I didn’t know this was called privilege as I was growing up but I did learn about the concept thanks to my mom.

Long before it became the subject of diversity training workshops, the notion of privilege was at the heart of what she told me when I was a little girl: “You’ve been lucky enough to have a lot of advantages other people don’t have. You need to use those advantages to help other people, not just yourself.”

She also told me a story about the summer she and Dad took the four older kids to live in Chicago in a corporate exchange of some kind.

Mom determined to take full advantage of the cultural opportunities Chicago offered. Each day she set out, four kids in tow, with a map to explore the city via bus.

One day, she told me, she was standing at a corner waiting for the light to change and realized something felt . . . different. Looking around, she realized she was the only adult white person in sight. The only other white people in sight were her four children.

Let me stop here and say that Mom grew up in Lewiston, Idaho. Just about the only non-whites in sight for the vast majority of her life up to that point would have been members of the Nez Perce tribe, and not too many of those would have crossed her path unless she had a kid in her classroom during her teaching years.

What did she feel in that moment of being the white face in a dark crowd?
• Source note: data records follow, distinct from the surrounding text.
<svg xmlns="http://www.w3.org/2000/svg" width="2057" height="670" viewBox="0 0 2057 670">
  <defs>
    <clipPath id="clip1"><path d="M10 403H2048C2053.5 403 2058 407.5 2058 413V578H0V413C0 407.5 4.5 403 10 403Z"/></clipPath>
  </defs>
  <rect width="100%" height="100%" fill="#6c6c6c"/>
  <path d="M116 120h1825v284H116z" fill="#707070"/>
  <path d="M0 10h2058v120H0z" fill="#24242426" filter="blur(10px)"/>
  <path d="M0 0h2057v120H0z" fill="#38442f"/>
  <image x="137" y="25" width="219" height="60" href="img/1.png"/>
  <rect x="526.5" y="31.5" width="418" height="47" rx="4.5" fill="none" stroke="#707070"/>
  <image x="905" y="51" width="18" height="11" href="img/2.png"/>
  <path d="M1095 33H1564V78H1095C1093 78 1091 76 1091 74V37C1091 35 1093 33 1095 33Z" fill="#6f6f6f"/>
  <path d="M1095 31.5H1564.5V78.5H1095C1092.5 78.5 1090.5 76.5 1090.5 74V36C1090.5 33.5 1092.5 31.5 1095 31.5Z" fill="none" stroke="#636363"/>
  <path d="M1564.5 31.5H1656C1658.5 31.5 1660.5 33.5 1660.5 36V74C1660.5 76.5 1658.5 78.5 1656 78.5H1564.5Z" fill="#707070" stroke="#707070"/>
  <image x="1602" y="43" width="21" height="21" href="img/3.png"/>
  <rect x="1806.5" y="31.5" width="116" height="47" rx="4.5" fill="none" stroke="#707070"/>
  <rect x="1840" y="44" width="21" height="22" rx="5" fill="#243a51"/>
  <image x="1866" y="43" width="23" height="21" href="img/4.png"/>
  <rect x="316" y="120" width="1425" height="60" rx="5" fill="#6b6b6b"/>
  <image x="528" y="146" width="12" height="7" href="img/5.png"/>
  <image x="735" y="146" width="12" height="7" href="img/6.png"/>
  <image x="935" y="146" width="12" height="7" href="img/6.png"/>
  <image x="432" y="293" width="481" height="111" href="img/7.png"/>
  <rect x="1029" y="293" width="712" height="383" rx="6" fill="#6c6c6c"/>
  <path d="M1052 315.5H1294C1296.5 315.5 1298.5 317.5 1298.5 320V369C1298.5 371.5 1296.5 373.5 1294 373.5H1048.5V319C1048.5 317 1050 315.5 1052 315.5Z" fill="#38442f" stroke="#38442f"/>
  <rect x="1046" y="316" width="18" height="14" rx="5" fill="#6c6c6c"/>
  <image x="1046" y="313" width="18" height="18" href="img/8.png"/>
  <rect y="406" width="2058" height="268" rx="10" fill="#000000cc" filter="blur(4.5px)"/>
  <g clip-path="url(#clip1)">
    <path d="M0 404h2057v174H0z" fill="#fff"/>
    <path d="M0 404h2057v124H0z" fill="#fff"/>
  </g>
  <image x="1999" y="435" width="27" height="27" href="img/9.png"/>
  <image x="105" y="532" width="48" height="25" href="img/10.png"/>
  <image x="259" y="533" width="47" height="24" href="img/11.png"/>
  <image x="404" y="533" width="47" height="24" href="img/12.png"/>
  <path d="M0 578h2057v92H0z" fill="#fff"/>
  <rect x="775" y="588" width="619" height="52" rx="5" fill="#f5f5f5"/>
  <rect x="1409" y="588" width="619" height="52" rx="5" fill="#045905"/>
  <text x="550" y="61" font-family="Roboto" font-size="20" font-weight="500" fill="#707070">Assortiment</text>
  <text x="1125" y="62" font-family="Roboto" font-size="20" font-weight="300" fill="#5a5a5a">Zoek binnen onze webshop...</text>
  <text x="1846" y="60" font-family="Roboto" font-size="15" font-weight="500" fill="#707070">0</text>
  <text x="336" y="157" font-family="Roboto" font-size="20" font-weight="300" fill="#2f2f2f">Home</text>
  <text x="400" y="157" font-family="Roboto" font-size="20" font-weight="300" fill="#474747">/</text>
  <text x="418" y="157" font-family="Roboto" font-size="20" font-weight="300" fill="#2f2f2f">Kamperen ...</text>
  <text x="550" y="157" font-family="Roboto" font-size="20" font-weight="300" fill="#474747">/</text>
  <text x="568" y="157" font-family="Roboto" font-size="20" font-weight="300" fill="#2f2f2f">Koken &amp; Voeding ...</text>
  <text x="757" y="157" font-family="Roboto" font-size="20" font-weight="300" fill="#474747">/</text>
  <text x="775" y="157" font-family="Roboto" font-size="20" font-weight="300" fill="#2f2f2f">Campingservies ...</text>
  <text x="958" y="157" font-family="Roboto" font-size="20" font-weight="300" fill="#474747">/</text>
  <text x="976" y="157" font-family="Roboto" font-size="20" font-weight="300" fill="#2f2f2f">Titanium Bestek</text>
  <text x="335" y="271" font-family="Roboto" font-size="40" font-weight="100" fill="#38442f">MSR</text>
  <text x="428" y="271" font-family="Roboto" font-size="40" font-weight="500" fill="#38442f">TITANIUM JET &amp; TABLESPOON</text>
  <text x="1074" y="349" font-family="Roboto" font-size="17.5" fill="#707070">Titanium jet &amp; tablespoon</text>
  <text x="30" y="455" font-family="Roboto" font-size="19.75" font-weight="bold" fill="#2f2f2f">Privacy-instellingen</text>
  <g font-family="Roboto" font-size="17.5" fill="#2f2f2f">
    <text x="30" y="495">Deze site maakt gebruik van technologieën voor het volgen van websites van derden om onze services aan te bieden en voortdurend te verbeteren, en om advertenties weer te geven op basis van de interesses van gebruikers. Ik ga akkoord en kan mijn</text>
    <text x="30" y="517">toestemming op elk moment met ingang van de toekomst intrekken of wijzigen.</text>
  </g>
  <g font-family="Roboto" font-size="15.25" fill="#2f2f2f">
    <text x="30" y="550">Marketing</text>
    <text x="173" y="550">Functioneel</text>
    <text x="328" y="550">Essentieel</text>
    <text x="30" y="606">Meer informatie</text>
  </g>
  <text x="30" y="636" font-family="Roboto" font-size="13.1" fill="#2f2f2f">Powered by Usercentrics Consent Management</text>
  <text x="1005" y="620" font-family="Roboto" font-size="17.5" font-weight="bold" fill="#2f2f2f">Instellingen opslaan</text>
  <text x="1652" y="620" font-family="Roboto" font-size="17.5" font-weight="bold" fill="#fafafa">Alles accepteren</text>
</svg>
It makes me so proud to say that she told me, “I realized what it’s like to be in the minority.” She had a moment of realization of what it means to be unconscious of your majority status most of your life, and she shared that realization as a mother.

While I’m sure I don’t recognize and counteract my privilege 100 percent of the time, I work to be mindful and aware so that I don’t take advantage of it directly and so that I use my privilege to speak out for people who don’t have the same access I do.

This has nothing to do with showing up for a Martin Luther King, Jr. parade or making speeches about human rights. It has everything to do with trying to make our world a more just society for everyone, every day.

Your Turn

Have you ever had an “aha” moment in which you recognized your privilege? What reaction do you get from others in that particular class of privilege if you raise the question?